:: Information provided

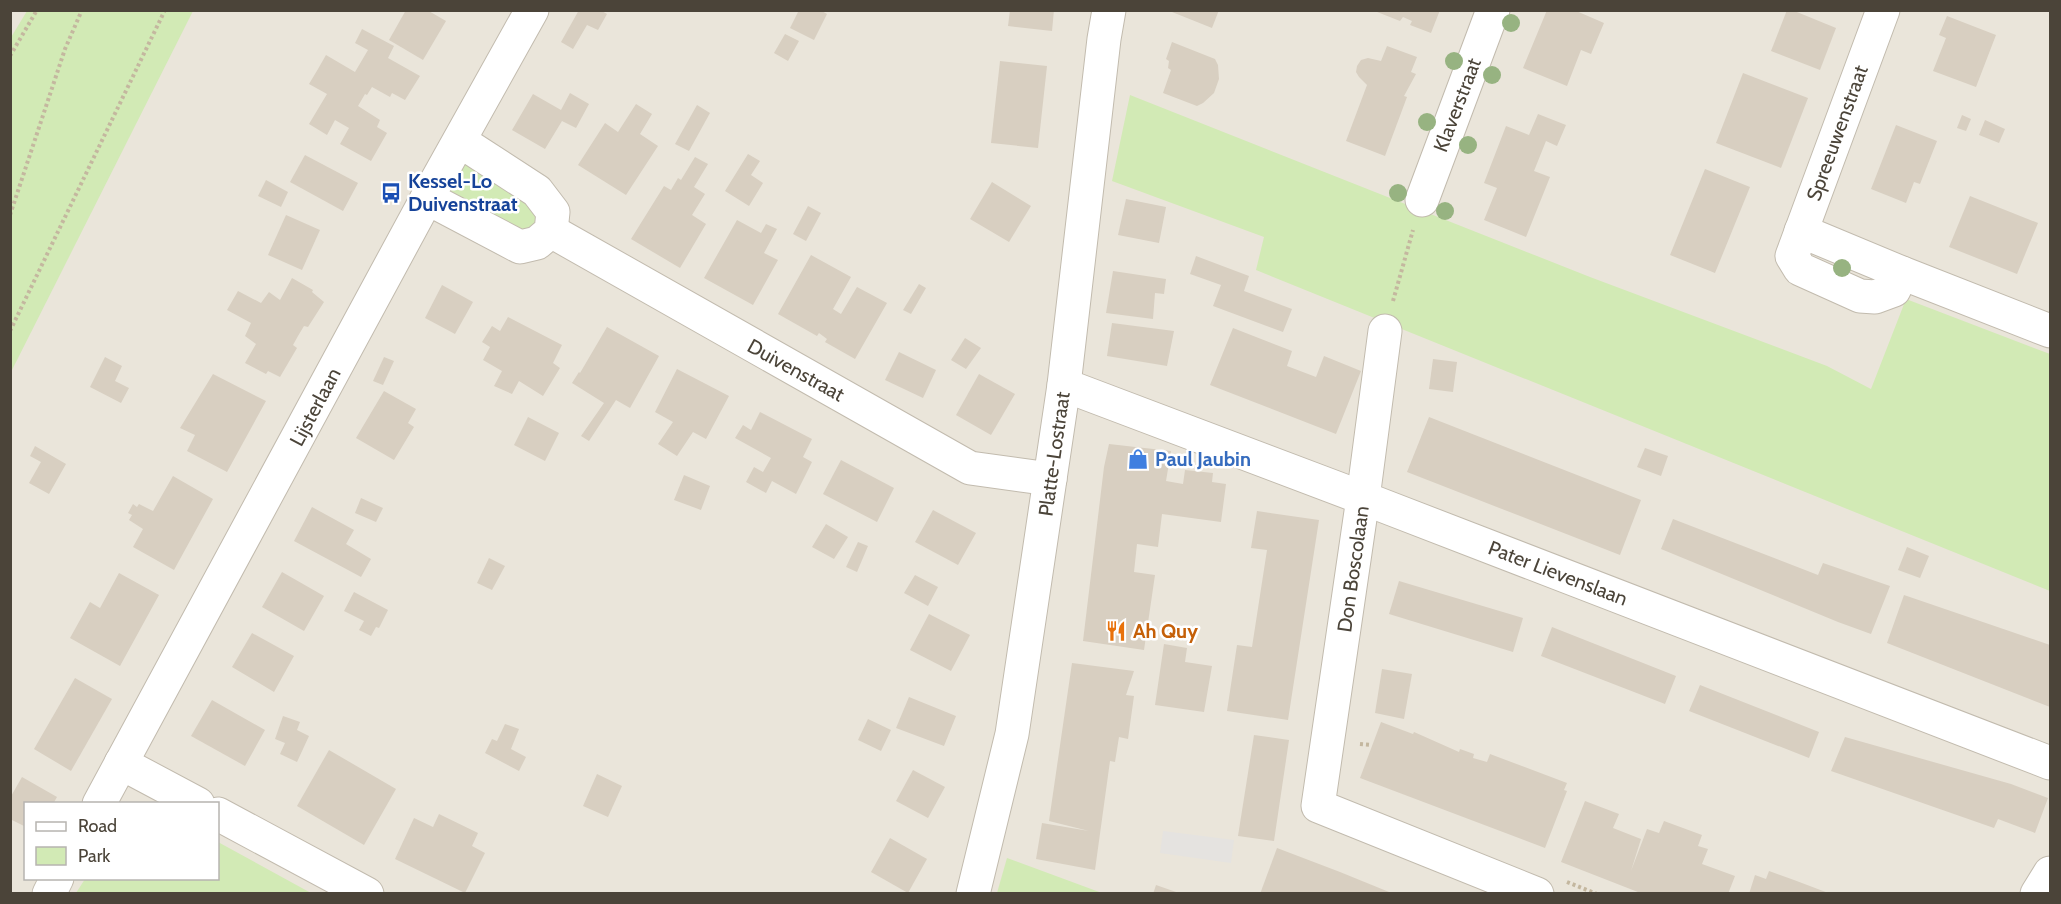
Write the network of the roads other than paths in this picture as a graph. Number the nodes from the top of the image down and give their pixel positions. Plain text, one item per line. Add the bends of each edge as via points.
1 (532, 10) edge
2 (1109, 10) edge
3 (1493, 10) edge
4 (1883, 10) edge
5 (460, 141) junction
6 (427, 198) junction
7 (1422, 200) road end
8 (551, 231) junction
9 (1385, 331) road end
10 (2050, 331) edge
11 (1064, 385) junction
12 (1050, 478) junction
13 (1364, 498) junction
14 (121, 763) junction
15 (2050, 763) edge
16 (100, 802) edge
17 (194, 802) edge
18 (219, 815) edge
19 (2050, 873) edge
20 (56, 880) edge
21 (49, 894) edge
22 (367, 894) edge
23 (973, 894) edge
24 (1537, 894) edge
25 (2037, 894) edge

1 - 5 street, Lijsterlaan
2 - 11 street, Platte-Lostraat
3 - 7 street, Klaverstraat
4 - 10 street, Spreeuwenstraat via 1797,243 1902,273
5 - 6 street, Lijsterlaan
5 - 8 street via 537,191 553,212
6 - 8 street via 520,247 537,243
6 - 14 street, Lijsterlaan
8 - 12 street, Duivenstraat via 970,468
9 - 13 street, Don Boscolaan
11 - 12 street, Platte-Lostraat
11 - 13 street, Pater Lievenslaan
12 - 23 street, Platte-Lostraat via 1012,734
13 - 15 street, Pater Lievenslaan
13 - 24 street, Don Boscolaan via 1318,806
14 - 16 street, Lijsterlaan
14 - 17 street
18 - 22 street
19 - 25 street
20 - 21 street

::::
:: Information provided

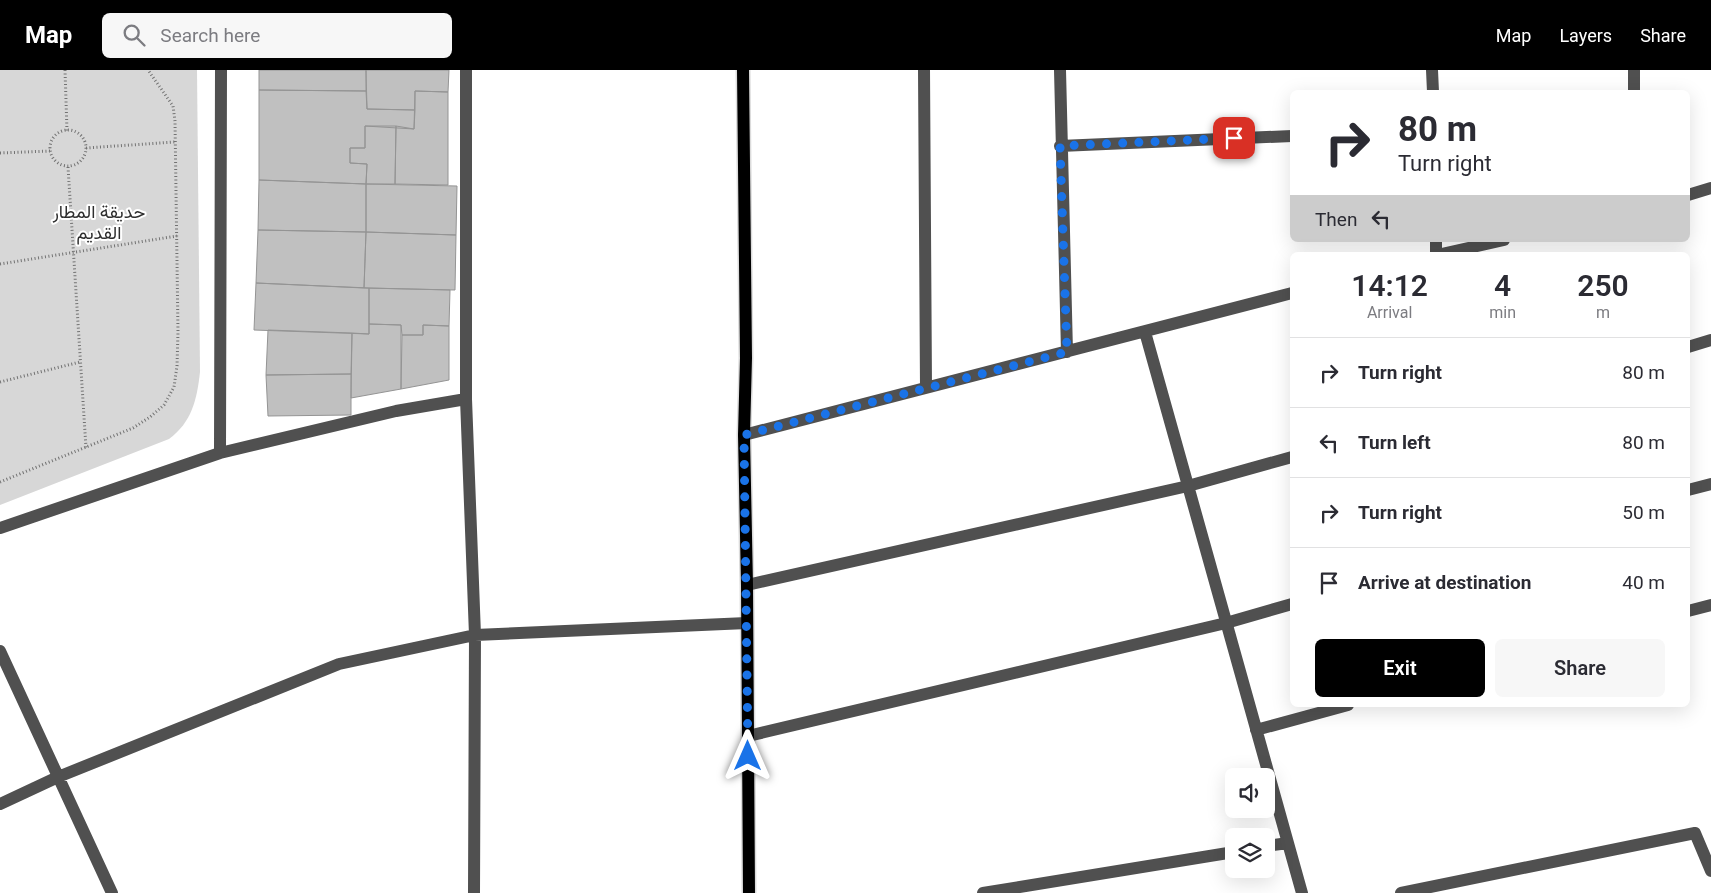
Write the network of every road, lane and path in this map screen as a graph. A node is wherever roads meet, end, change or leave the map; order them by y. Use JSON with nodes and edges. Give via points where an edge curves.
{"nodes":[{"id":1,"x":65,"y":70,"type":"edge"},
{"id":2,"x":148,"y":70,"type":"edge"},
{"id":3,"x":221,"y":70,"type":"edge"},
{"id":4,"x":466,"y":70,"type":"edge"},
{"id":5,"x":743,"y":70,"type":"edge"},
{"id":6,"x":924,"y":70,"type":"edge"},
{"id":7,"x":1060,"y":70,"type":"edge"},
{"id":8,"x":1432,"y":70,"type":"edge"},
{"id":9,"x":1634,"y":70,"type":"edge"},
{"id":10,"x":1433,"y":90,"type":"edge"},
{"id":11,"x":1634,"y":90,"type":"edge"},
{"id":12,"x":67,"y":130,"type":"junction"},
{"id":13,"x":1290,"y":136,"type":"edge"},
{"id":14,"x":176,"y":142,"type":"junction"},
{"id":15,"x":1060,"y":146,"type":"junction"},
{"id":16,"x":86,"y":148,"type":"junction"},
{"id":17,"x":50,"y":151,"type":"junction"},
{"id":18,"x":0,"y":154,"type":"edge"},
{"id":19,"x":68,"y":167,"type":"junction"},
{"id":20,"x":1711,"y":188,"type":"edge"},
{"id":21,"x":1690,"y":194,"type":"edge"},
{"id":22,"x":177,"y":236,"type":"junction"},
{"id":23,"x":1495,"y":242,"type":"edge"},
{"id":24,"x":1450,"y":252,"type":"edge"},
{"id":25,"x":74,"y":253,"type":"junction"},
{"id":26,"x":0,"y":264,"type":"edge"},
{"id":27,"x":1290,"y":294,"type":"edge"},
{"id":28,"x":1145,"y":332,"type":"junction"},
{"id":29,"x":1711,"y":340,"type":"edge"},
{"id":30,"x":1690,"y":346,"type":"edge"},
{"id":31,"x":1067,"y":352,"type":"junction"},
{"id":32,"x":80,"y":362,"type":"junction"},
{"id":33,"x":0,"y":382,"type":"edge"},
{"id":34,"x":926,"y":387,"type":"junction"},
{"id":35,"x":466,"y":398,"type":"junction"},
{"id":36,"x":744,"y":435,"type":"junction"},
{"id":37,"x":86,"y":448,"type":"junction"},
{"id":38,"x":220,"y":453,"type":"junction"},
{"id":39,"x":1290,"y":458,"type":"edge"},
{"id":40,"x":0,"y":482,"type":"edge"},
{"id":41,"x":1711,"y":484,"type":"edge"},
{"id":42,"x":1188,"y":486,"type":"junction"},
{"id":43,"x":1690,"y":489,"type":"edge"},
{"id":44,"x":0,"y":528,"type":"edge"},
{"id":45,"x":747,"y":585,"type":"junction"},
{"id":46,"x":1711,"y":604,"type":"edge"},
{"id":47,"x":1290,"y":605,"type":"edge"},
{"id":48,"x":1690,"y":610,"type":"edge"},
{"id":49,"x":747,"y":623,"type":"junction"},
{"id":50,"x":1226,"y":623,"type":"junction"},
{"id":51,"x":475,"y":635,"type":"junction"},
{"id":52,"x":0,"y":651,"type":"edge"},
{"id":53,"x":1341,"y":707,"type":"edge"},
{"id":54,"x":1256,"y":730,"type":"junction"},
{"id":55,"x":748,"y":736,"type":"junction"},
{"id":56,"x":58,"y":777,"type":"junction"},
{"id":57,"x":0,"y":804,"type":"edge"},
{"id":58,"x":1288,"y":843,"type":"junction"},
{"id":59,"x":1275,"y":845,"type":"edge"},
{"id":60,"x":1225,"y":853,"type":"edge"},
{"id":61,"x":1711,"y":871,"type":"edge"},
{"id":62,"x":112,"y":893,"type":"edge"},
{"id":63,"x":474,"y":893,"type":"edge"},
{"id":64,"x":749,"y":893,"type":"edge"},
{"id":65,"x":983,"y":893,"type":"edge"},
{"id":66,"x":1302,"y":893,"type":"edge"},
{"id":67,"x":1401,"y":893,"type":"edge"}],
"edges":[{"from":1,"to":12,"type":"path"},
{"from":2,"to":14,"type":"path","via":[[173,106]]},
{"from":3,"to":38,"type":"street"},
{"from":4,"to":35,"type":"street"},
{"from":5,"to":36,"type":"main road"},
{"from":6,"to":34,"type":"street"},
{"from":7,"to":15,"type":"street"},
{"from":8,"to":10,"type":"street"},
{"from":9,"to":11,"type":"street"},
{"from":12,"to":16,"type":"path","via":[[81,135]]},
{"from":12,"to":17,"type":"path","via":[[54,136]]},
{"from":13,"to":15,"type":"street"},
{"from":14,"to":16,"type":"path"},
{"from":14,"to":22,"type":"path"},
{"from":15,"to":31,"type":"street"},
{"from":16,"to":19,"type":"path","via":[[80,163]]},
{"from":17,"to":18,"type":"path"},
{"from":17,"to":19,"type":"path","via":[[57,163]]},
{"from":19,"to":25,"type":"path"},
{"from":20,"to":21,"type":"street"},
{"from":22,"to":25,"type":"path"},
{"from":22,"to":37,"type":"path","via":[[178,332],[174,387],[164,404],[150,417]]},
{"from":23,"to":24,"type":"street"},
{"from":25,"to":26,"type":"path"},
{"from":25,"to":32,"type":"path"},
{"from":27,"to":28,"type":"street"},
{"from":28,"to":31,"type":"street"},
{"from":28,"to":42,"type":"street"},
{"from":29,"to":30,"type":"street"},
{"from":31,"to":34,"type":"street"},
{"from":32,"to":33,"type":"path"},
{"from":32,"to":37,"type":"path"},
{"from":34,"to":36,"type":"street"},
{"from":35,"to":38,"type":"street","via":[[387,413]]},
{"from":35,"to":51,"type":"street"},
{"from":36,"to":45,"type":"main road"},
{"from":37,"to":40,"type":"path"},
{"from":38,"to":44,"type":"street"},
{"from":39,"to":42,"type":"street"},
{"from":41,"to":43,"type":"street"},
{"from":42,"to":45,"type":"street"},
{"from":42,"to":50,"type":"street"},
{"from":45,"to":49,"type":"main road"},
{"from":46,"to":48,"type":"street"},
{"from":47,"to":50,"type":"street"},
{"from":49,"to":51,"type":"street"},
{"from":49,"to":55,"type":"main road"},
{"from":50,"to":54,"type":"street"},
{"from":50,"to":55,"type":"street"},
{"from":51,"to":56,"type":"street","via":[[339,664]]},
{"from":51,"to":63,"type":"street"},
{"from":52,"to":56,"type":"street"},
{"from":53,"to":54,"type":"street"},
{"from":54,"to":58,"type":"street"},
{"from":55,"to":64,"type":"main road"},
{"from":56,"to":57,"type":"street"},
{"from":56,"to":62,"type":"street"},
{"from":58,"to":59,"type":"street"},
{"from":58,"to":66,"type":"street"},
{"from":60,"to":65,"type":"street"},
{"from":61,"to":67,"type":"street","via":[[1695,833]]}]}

::::

* Directions for this task: Go over the listing above and return each line with "roads".

* Task solution:
Write the network of the roads other than paths in this picture as a graph. Number the nodes from the top of the image down and give their pixel positions. Plain text, one item per line. Add the bends of each edge as via points.
Write the network of every road, lane and path in this map screen as a graph. A node is wherever roads meet, end, change or leave the map; order them by y. Use JSON with nodes and edges. Give via points where an edge curves.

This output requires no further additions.